[Saved data entries]
^^^^^^^^

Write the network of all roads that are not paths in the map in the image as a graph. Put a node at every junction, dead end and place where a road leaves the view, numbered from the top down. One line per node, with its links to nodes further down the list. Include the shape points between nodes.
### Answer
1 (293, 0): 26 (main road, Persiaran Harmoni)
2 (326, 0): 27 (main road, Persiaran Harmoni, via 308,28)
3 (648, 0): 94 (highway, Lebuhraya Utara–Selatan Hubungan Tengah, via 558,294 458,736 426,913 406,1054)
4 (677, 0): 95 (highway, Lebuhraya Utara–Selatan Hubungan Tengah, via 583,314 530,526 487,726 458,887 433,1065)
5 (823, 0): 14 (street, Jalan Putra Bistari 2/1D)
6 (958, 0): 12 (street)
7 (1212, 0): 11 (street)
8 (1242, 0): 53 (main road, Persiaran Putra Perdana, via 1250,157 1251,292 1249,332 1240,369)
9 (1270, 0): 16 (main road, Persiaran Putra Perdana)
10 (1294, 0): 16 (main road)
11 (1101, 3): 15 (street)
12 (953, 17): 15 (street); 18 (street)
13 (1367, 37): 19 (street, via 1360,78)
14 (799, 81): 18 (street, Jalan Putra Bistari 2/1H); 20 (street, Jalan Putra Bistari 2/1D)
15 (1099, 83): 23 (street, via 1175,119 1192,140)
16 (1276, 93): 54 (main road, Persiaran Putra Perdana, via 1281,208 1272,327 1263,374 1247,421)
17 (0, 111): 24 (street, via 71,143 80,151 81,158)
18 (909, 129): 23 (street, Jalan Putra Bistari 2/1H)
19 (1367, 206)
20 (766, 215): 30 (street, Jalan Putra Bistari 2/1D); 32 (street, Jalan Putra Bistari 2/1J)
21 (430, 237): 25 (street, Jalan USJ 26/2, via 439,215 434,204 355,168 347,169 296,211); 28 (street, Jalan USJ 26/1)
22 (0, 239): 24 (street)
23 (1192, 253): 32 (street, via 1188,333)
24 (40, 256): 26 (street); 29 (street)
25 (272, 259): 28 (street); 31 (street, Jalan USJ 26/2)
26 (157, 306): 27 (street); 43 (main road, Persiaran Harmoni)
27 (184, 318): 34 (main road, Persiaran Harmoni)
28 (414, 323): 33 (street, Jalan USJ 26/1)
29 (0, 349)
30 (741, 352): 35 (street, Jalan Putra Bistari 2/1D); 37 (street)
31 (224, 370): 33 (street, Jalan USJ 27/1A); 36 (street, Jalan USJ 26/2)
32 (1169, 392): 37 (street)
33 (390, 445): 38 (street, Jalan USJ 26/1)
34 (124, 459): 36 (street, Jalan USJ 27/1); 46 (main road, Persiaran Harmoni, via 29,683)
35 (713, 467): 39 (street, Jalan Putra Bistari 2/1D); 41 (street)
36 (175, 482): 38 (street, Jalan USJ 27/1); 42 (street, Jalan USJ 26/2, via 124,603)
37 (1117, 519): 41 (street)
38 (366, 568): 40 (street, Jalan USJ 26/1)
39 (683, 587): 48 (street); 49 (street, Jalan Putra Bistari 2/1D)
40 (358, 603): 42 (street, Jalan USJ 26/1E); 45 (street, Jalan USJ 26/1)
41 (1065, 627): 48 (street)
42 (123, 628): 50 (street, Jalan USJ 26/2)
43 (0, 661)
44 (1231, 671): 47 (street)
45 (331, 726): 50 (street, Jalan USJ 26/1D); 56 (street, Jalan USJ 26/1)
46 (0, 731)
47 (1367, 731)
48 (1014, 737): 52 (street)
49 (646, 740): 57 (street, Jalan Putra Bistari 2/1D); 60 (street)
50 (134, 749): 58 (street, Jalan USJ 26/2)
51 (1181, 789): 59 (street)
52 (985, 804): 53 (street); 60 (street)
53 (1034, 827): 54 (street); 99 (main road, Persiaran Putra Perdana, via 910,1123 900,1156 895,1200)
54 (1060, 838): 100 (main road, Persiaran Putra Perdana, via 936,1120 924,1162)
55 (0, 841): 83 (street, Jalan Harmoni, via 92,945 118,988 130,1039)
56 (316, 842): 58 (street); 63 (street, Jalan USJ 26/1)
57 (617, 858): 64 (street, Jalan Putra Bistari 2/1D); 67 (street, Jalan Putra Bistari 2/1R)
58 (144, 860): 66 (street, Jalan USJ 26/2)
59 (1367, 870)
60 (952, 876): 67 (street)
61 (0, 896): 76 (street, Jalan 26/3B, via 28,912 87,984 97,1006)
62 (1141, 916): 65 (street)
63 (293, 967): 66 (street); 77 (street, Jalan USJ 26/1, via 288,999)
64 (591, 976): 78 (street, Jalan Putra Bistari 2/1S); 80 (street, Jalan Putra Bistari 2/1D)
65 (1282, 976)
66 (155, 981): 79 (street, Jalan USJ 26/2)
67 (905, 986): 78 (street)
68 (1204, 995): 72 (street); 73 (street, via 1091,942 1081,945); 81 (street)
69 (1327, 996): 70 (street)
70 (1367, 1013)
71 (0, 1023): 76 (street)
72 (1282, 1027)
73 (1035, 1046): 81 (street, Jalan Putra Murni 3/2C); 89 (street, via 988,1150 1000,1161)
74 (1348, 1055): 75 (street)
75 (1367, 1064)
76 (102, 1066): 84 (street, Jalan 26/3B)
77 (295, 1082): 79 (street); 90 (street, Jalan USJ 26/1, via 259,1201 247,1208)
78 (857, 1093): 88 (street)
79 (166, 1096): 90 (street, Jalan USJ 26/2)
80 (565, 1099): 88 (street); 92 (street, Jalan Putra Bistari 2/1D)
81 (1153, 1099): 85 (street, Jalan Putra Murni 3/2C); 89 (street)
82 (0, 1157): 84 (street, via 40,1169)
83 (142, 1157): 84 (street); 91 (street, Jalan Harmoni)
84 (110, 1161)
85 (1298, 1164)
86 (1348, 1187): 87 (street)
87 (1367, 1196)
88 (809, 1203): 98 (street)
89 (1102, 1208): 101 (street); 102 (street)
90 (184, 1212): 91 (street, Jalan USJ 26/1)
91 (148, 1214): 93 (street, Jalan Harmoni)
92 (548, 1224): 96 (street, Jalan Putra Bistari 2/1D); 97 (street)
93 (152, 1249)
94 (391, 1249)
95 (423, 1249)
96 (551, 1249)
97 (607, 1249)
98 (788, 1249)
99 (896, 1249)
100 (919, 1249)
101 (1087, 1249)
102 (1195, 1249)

^^^^^^^^

- _ACTION ITEM_:
Nothing above should be left out; write out every record exactly.

- _RESULT OF THE TASK_:
Write the network of all roads that are not paths in the map in the image as a graph. Put a node at every junction, dead end and place where a road leaves the view, numbered from the top down. One line per node, with its links to nodes further down the list. Include the shape points between nodes.
### Answer
1 (293, 0): 26 (main road, Persiaran Harmoni)
2 (326, 0): 27 (main road, Persiaran Harmoni, via 308,28)
3 (648, 0): 94 (highway, Lebuhraya Utara–Selatan Hubungan Tengah, via 558,294 458,736 426,913 406,1054)
4 (677, 0): 95 (highway, Lebuhraya Utara–Selatan Hubungan Tengah, via 583,314 530,526 487,726 458,887 433,1065)
5 (823, 0): 14 (street, Jalan Putra Bistari 2/1D)
6 (958, 0): 12 (street)
7 (1212, 0): 11 (street)
8 (1242, 0): 53 (main road, Persiaran Putra Perdana, via 1250,157 1251,292 1249,332 1240,369)
9 (1270, 0): 16 (main road, Persiaran Putra Perdana)
10 (1294, 0): 16 (main road)
11 (1101, 3): 15 (street)
12 (953, 17): 15 (street); 18 (street)
13 (1367, 37): 19 (street, via 1360,78)
14 (799, 81): 18 (street, Jalan Putra Bistari 2/1H); 20 (street, Jalan Putra Bistari 2/1D)
15 (1099, 83): 23 (street, via 1175,119 1192,140)
16 (1276, 93): 54 (main road, Persiaran Putra Perdana, via 1281,208 1272,327 1263,374 1247,421)
17 (0, 111): 24 (street, via 71,143 80,151 81,158)
18 (909, 129): 23 (street, Jalan Putra Bistari 2/1H)
19 (1367, 206)
20 (766, 215): 30 (street, Jalan Putra Bistari 2/1D); 32 (street, Jalan Putra Bistari 2/1J)
21 (430, 237): 25 (street, Jalan USJ 26/2, via 439,215 434,204 355,168 347,169 296,211); 28 (street, Jalan USJ 26/1)
22 (0, 239): 24 (street)
23 (1192, 253): 32 (street, via 1188,333)
24 (40, 256): 26 (street); 29 (street)
25 (272, 259): 28 (street); 31 (street, Jalan USJ 26/2)
26 (157, 306): 27 (street); 43 (main road, Persiaran Harmoni)
27 (184, 318): 34 (main road, Persiaran Harmoni)
28 (414, 323): 33 (street, Jalan USJ 26/1)
29 (0, 349)
30 (741, 352): 35 (street, Jalan Putra Bistari 2/1D); 37 (street)
31 (224, 370): 33 (street, Jalan USJ 27/1A); 36 (street, Jalan USJ 26/2)
32 (1169, 392): 37 (street)
33 (390, 445): 38 (street, Jalan USJ 26/1)
34 (124, 459): 36 (street, Jalan USJ 27/1); 46 (main road, Persiaran Harmoni, via 29,683)
35 (713, 467): 39 (street, Jalan Putra Bistari 2/1D); 41 (street)
36 (175, 482): 38 (street, Jalan USJ 27/1); 42 (street, Jalan USJ 26/2, via 124,603)
37 (1117, 519): 41 (street)
38 (366, 568): 40 (street, Jalan USJ 26/1)
39 (683, 587): 48 (street); 49 (street, Jalan Putra Bistari 2/1D)
40 (358, 603): 42 (street, Jalan USJ 26/1E); 45 (street, Jalan USJ 26/1)
41 (1065, 627): 48 (street)
42 (123, 628): 50 (street, Jalan USJ 26/2)
43 (0, 661)
44 (1231, 671): 47 (street)
45 (331, 726): 50 (street, Jalan USJ 26/1D); 56 (street, Jalan USJ 26/1)
46 (0, 731)
47 (1367, 731)
48 (1014, 737): 52 (street)
49 (646, 740): 57 (street, Jalan Putra Bistari 2/1D); 60 (street)
50 (134, 749): 58 (street, Jalan USJ 26/2)
51 (1181, 789): 59 (street)
52 (985, 804): 53 (street); 60 (street)
53 (1034, 827): 54 (street); 99 (main road, Persiaran Putra Perdana, via 910,1123 900,1156 895,1200)
54 (1060, 838): 100 (main road, Persiaran Putra Perdana, via 936,1120 924,1162)
55 (0, 841): 83 (street, Jalan Harmoni, via 92,945 118,988 130,1039)
56 (316, 842): 58 (street); 63 (street, Jalan USJ 26/1)
57 (617, 858): 64 (street, Jalan Putra Bistari 2/1D); 67 (street, Jalan Putra Bistari 2/1R)
58 (144, 860): 66 (street, Jalan USJ 26/2)
59 (1367, 870)
60 (952, 876): 67 (street)
61 (0, 896): 76 (street, Jalan 26/3B, via 28,912 87,984 97,1006)
62 (1141, 916): 65 (street)
63 (293, 967): 66 (street); 77 (street, Jalan USJ 26/1, via 288,999)
64 (591, 976): 78 (street, Jalan Putra Bistari 2/1S); 80 (street, Jalan Putra Bistari 2/1D)
65 (1282, 976)
66 (155, 981): 79 (street, Jalan USJ 26/2)
67 (905, 986): 78 (street)
68 (1204, 995): 72 (street); 73 (street, via 1091,942 1081,945); 81 (street)
69 (1327, 996): 70 (street)
70 (1367, 1013)
71 (0, 1023): 76 (street)
72 (1282, 1027)
73 (1035, 1046): 81 (street, Jalan Putra Murni 3/2C); 89 (street, via 988,1150 1000,1161)
74 (1348, 1055): 75 (street)
75 (1367, 1064)
76 (102, 1066): 84 (street, Jalan 26/3B)
77 (295, 1082): 79 (street); 90 (street, Jalan USJ 26/1, via 259,1201 247,1208)
78 (857, 1093): 88 (street)
79 (166, 1096): 90 (street, Jalan USJ 26/2)
80 (565, 1099): 88 (street); 92 (street, Jalan Putra Bistari 2/1D)
81 (1153, 1099): 85 (street, Jalan Putra Murni 3/2C); 89 (street)
82 (0, 1157): 84 (street, via 40,1169)
83 (142, 1157): 84 (street); 91 (street, Jalan Harmoni)
84 (110, 1161)
85 (1298, 1164)
86 (1348, 1187): 87 (street)
87 (1367, 1196)
88 (809, 1203): 98 (street)
89 (1102, 1208): 101 (street); 102 (street)
90 (184, 1212): 91 (street, Jalan USJ 26/1)
91 (148, 1214): 93 (street, Jalan Harmoni)
92 (548, 1224): 96 (street, Jalan Putra Bistari 2/1D); 97 (street)
93 (152, 1249)
94 (391, 1249)
95 (423, 1249)
96 (551, 1249)
97 (607, 1249)
98 (788, 1249)
99 (896, 1249)
100 (919, 1249)
101 (1087, 1249)
102 (1195, 1249)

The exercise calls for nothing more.